Your assignment
Give all of the data again exactly as written, omitting every image.

Dataset extract
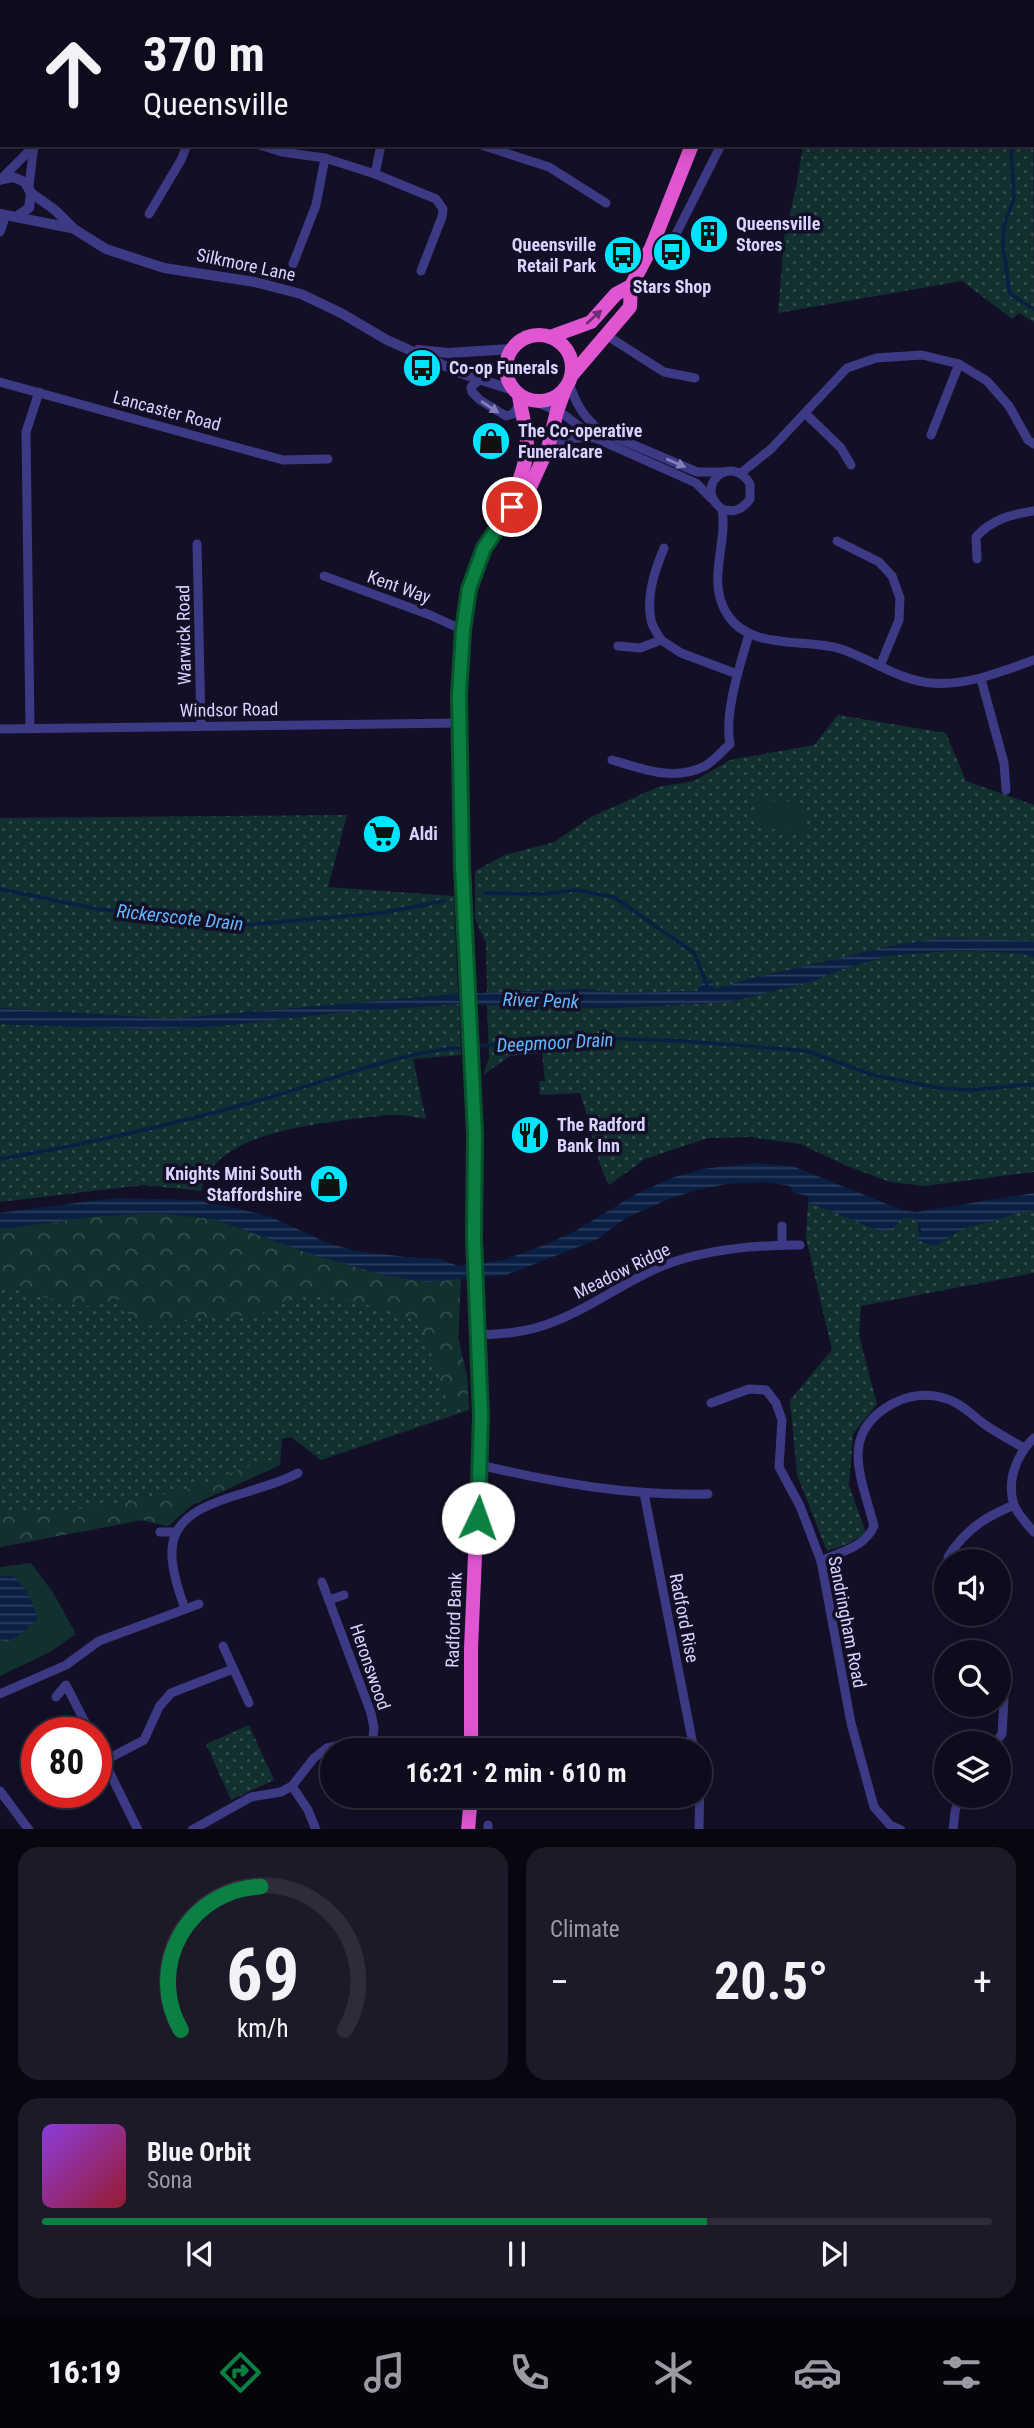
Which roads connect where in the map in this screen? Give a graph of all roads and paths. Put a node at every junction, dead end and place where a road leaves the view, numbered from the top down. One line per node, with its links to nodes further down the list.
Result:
1 (32, 147): 13 (street)
2 (34, 147): 14 (street)
3 (186, 147): 16 (street)
4 (266, 147): 11 (street)
5 (381, 147): 12 (street)
6 (492, 147): 10 (street)
7 (520, 147): 10 (street)
8 (691, 147): 20 (highway)
9 (719, 147): 20 (street)
10 (516, 157): 15 (street)
11 (325, 158): 12 (street); 21 (street)
12 (375, 174): 22 (street)
13 (1, 180): 14 (street, Silkmore Lane)
14 (30, 190): 17 (street); 18 (street, Silkmore Lane)
15 (607, 203)
16 (149, 214)
17 (7, 216): 18 (street, Silkmore Lane); 19 (street)
18 (74, 229): 26 (street, Silkmore Lane)
19 (0, 232)
20 (651, 248): 23 (highway)
21 (293, 264)
22 (421, 271)
23 (631, 286): 24 (highway); 25 (highway, one-way to 23)
24 (606, 335): 29 (street); 32 (highway)
25 (550, 337): 27 (highway); 32 (highway)
26 (408, 349): 27 (street, Silkmore Lane); 30 (street, Silkmore Lane)
27 (512, 349): 34 (highway)
28 (959, 363): 37 (street); 38 (street); 40 (street)
29 (695, 378)
30 (479, 380): 34 (street, Silkmore Lane); 34 (street, one-way to 34)
31 (0, 382): 33 (street, Lancaster Road)
32 (569, 382): 35 (highway); 36 (highway, Radford Bank); 45 (street, one-way to 45)
33 (39, 392): 42 (street, Lancaster Road); 70 (street)
34 (517, 396): 35 (highway); 49 (highway)
35 (536, 402): 36 (street)
36 (557, 411): 39 (street); 41 (highway, Radford Bank)
37 (805, 413): 43 (street); 44 (street)
38 (931, 435)
39 (595, 438): 41 (street); 48 (street)
40 (1034, 444)
41 (548, 448): 49 (highway, Radford Bank)
42 (328, 459)
43 (753, 465): 46 (street); 47 (street)
44 (851, 465)
45 (724, 472): 46 (street); 48 (street)
46 (741, 473): 47 (street)
47 (750, 484): 51 (street)
48 (712, 500): 50 (street)
49 (512, 507): 59 (highway, Radford Bank)
50 (722, 509): 51 (street); 53 (street)
51 (738, 510): 53 (street)
52 (1034, 511): 57 (street)
53 (724, 522): 60 (street)
54 (837, 541): 64 (street)
55 (197, 544): 68 (street, Warwick Road)
56 (664, 548): 61 (street)
57 (976, 559)
58 (324, 576): 59 (street, Kent Way)
59 (463, 630): 67 (highway, Radford Bank)
60 (749, 634): 64 (street); 65 (street)
61 (661, 640): 62 (street); 65 (street)
62 (618, 646)
63 (1034, 660): 66 (street)
64 (880, 666): 66 (street)
65 (737, 674): 71 (street)
66 (981, 679): 72 (street)
67 (458, 723): 68 (street, Windsor Road); 76 (highway, Radford Bank)
68 (201, 726): 70 (street, Windsor Road)
69 (0, 729): 70 (street, Windsor Road)
70 (30, 729)
71 (612, 760)
72 (1006, 790)
73 (782, 1226): 74 (street)
74 (782, 1245): 75 (street, Meadow Ridge); 76 (street, Meadow Ridge)
75 (800, 1245)
76 (478, 1335): 80 (highway, Radford Bank)
77 (711, 1404): 89 (street, Sandringham Road)
78 (1034, 1438): 79 (street)
79 (1024, 1448): 84 (street); 89 (street)
80 (480, 1465): 82 (street); 102 (highway, Radford Bank)
81 (298, 1473): 86 (street)
82 (644, 1493): 83 (street); 103 (street, Radford Rise)
83 (708, 1494)
84 (1014, 1505): 87 (street); 88 (street)
85 (160, 1532): 86 (street)
86 (175, 1532): 94 (street)
87 (1034, 1532)
88 (953, 1549)
89 (821, 1561): 118 (street, Sandringham Road)
90 (322, 1581): 92 (street, Heronswood)
91 (344, 1595): 92 (street)
92 (329, 1600): 101 (street, Heronswood)
93 (199, 1604): 94 (street)
94 (185, 1609): 97 (street)
95 (223, 1646): 96 (street)
96 (233, 1669): 99 (street); 105 (street)
97 (0, 1694)
98 (56, 1697): 100 (street)
99 (248, 1703)
100 (82, 1717)
101 (373, 1738)
102 (471, 1738)
103 (692, 1738)
104 (320, 1753): 107 (street)
105 (112, 1757)
106 (112, 1777): 113 (street)
107 (292, 1786): 114 (street); 115 (street)
108 (0, 1791): 112 (street)
109 (470, 1808): 116 (highway)
110 (699, 1808): 117 (street)
111 (956, 1808): 119 (street)
112 (29, 1829)
113 (138, 1829)
114 (192, 1829)
115 (316, 1829)
116 (468, 1829)
117 (699, 1829)
118 (901, 1829)
119 (953, 1829)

Result
Which roads connect where in the map in this screen? Give a graph of all roads and paths. Put a node at every junction, dead end and place where a road leaves the view, numbered from the top down. One line per node, with its links to nodes further down the list.
Result:
1 (32, 147): 13 (street)
2 (34, 147): 14 (street)
3 (186, 147): 16 (street)
4 (266, 147): 11 (street)
5 (381, 147): 12 (street)
6 (492, 147): 10 (street)
7 (520, 147): 10 (street)
8 (691, 147): 20 (highway)
9 (719, 147): 20 (street)
10 (516, 157): 15 (street)
11 (325, 158): 12 (street); 21 (street)
12 (375, 174): 22 (street)
13 (1, 180): 14 (street, Silkmore Lane)
14 (30, 190): 17 (street); 18 (street, Silkmore Lane)
15 (607, 203)
16 (149, 214)
17 (7, 216): 18 (street, Silkmore Lane); 19 (street)
18 (74, 229): 26 (street, Silkmore Lane)
19 (0, 232)
20 (651, 248): 23 (highway)
21 (293, 264)
22 (421, 271)
23 (631, 286): 24 (highway); 25 (highway, one-way to 23)
24 (606, 335): 29 (street); 32 (highway)
25 (550, 337): 27 (highway); 32 (highway)
26 (408, 349): 27 (street, Silkmore Lane); 30 (street, Silkmore Lane)
27 (512, 349): 34 (highway)
28 (959, 363): 37 (street); 38 (street); 40 (street)
29 (695, 378)
30 (479, 380): 34 (street, Silkmore Lane); 34 (street, one-way to 34)
31 (0, 382): 33 (street, Lancaster Road)
32 (569, 382): 35 (highway); 36 (highway, Radford Bank); 45 (street, one-way to 45)
33 (39, 392): 42 (street, Lancaster Road); 70 (street)
34 (517, 396): 35 (highway); 49 (highway)
35 (536, 402): 36 (street)
36 (557, 411): 39 (street); 41 (highway, Radford Bank)
37 (805, 413): 43 (street); 44 (street)
38 (931, 435)
39 (595, 438): 41 (street); 48 (street)
40 (1034, 444)
41 (548, 448): 49 (highway, Radford Bank)
42 (328, 459)
43 (753, 465): 46 (street); 47 (street)
44 (851, 465)
45 (724, 472): 46 (street); 48 (street)
46 (741, 473): 47 (street)
47 (750, 484): 51 (street)
48 (712, 500): 50 (street)
49 (512, 507): 59 (highway, Radford Bank)
50 (722, 509): 51 (street); 53 (street)
51 (738, 510): 53 (street)
52 (1034, 511): 57 (street)
53 (724, 522): 60 (street)
54 (837, 541): 64 (street)
55 (197, 544): 68 (street, Warwick Road)
56 (664, 548): 61 (street)
57 (976, 559)
58 (324, 576): 59 (street, Kent Way)
59 (463, 630): 67 (highway, Radford Bank)
60 (749, 634): 64 (street); 65 (street)
61 (661, 640): 62 (street); 65 (street)
62 (618, 646)
63 (1034, 660): 66 (street)
64 (880, 666): 66 (street)
65 (737, 674): 71 (street)
66 (981, 679): 72 (street)
67 (458, 723): 68 (street, Windsor Road); 76 (highway, Radford Bank)
68 (201, 726): 70 (street, Windsor Road)
69 (0, 729): 70 (street, Windsor Road)
70 (30, 729)
71 (612, 760)
72 (1006, 790)
73 (782, 1226): 74 (street)
74 (782, 1245): 75 (street, Meadow Ridge); 76 (street, Meadow Ridge)
75 (800, 1245)
76 (478, 1335): 80 (highway, Radford Bank)
77 (711, 1404): 89 (street, Sandringham Road)
78 (1034, 1438): 79 (street)
79 (1024, 1448): 84 (street); 89 (street)
80 (480, 1465): 82 (street); 102 (highway, Radford Bank)
81 (298, 1473): 86 (street)
82 (644, 1493): 83 (street); 103 (street, Radford Rise)
83 (708, 1494)
84 (1014, 1505): 87 (street); 88 (street)
85 (160, 1532): 86 (street)
86 (175, 1532): 94 (street)
87 (1034, 1532)
88 (953, 1549)
89 (821, 1561): 118 (street, Sandringham Road)
90 (322, 1581): 92 (street, Heronswood)
91 (344, 1595): 92 (street)
92 (329, 1600): 101 (street, Heronswood)
93 (199, 1604): 94 (street)
94 (185, 1609): 97 (street)
95 (223, 1646): 96 (street)
96 (233, 1669): 99 (street); 105 (street)
97 (0, 1694)
98 (56, 1697): 100 (street)
99 (248, 1703)
100 (82, 1717)
101 (373, 1738)
102 (471, 1738)
103 (692, 1738)
104 (320, 1753): 107 (street)
105 (112, 1757)
106 (112, 1777): 113 (street)
107 (292, 1786): 114 (street); 115 (street)
108 (0, 1791): 112 (street)
109 (470, 1808): 116 (highway)
110 (699, 1808): 117 (street)
111 (956, 1808): 119 (street)
112 (29, 1829)
113 (138, 1829)
114 (192, 1829)
115 (316, 1829)
116 (468, 1829)
117 (699, 1829)
118 (901, 1829)
119 (953, 1829)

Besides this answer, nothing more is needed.